- Required action
Read the lines below. Copy out any that hold the string "pinky".

- Named joint coordinates
==============================
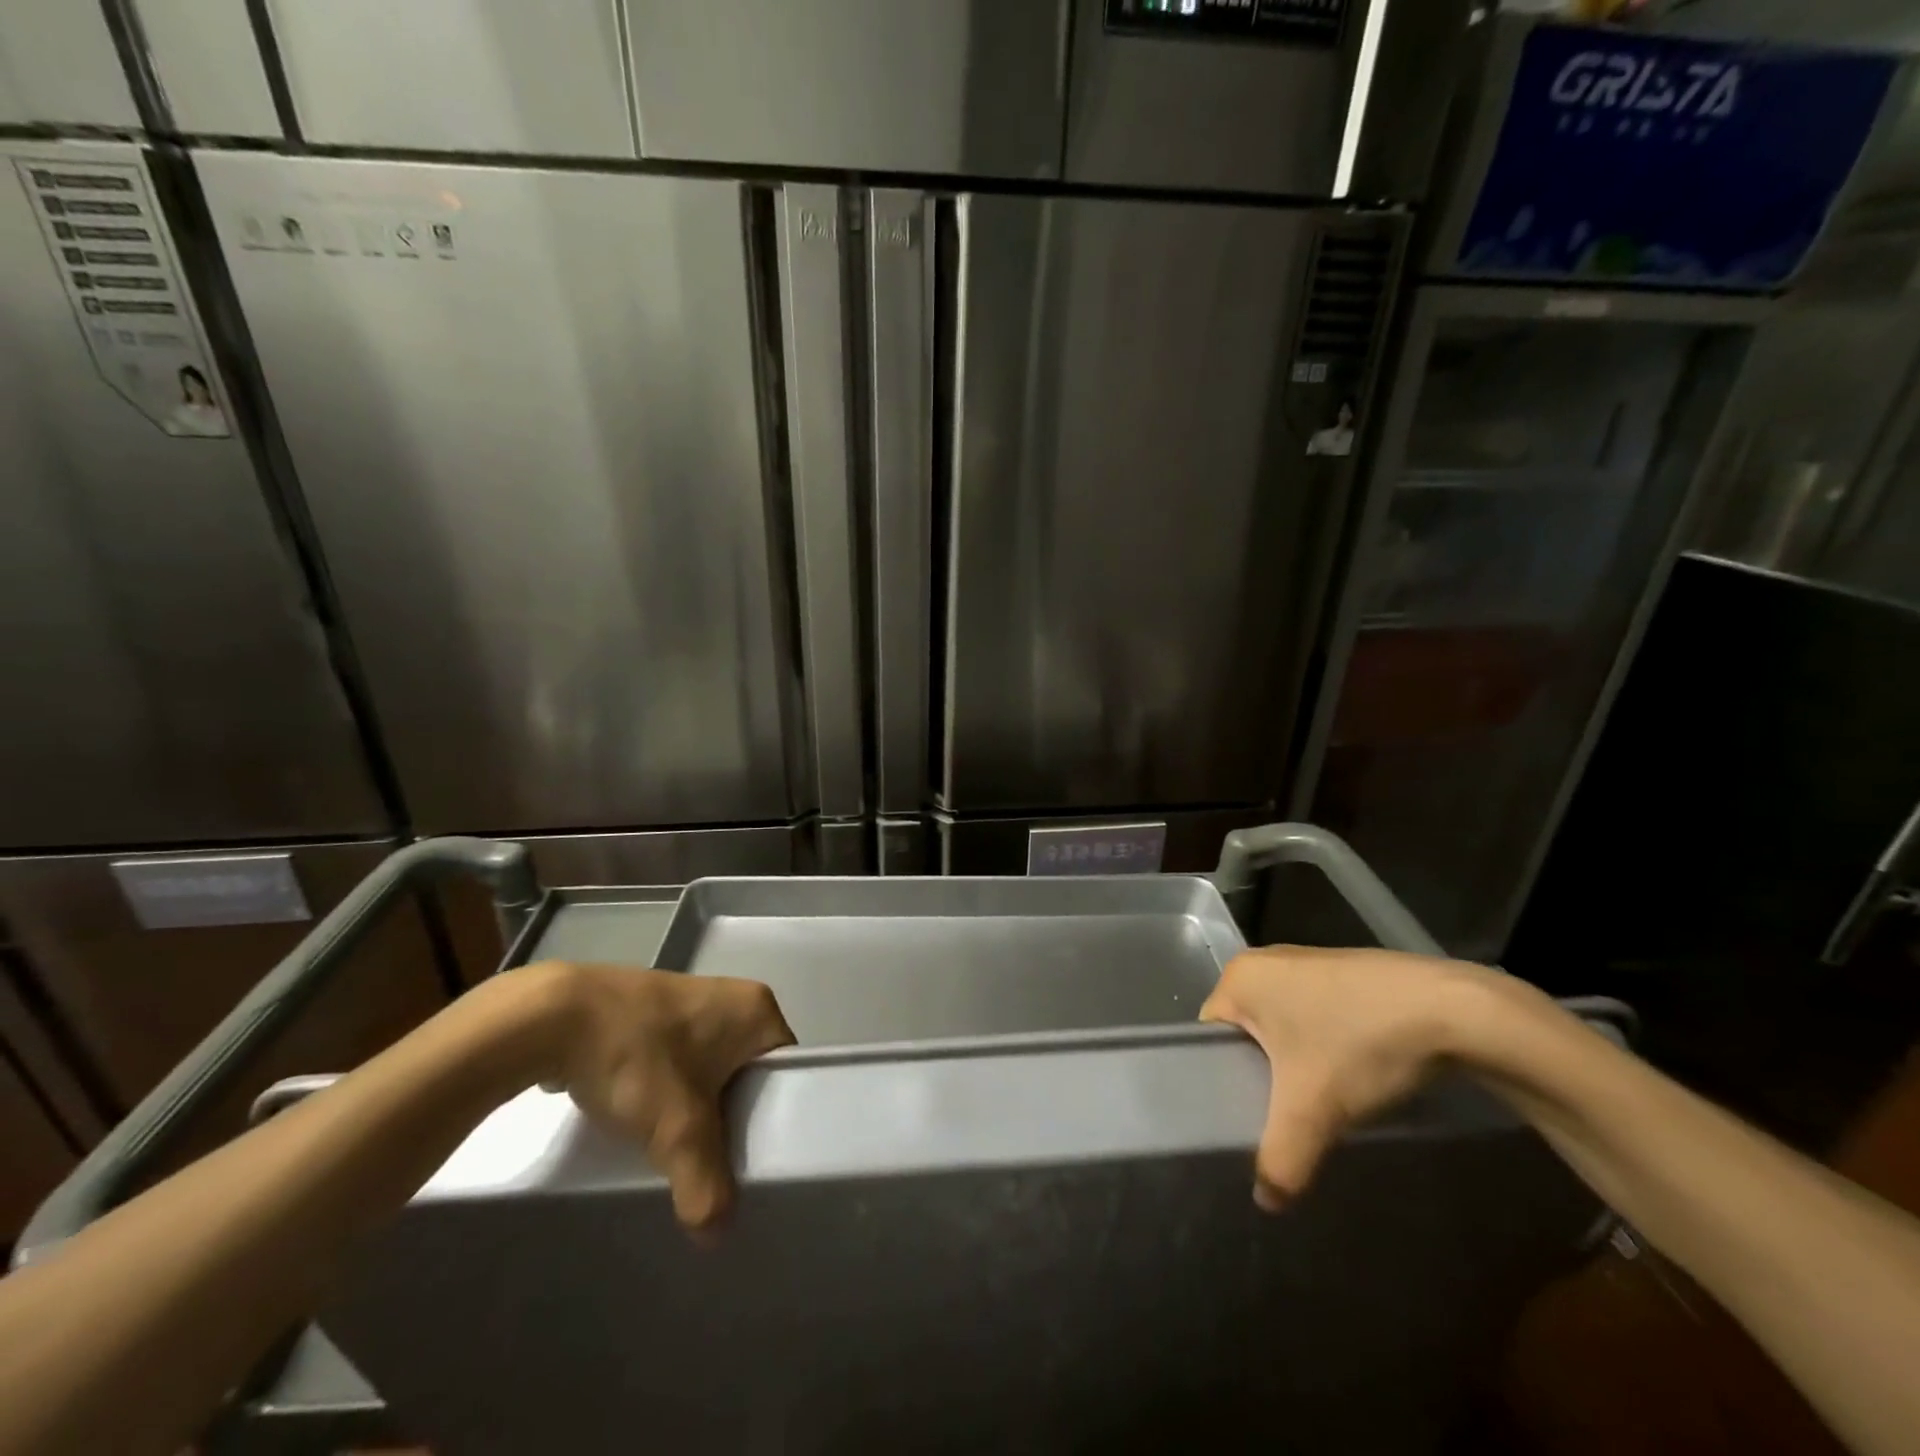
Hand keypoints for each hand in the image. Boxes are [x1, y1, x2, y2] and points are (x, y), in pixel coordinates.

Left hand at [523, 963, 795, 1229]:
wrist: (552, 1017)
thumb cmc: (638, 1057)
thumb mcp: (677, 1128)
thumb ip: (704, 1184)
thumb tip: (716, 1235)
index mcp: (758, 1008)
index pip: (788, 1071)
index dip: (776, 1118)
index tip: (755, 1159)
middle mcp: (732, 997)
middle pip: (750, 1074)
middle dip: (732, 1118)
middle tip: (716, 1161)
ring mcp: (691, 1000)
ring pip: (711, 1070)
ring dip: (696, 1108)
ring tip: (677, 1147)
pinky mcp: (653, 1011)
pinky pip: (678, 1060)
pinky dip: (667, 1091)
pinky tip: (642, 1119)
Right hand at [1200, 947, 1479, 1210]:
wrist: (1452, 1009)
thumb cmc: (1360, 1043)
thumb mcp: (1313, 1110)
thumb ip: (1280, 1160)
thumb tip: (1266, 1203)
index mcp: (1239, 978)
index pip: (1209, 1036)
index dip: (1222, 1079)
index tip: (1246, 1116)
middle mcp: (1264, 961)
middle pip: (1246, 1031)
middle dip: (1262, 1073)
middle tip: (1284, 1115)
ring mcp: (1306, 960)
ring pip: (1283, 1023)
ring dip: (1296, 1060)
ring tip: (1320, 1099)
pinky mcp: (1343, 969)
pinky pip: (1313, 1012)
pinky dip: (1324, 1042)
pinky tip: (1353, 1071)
==============================
- Result of the task
pinky mcp: (653, 1011)
pinky pip: (678, 1060)
pinky dip: (667, 1091)
pinky tip: (642, 1119)
pinky mcp: (1343, 969)
pinky pip: (1313, 1012)
pinky dip: (1324, 1042)
pinky tip: (1353, 1071)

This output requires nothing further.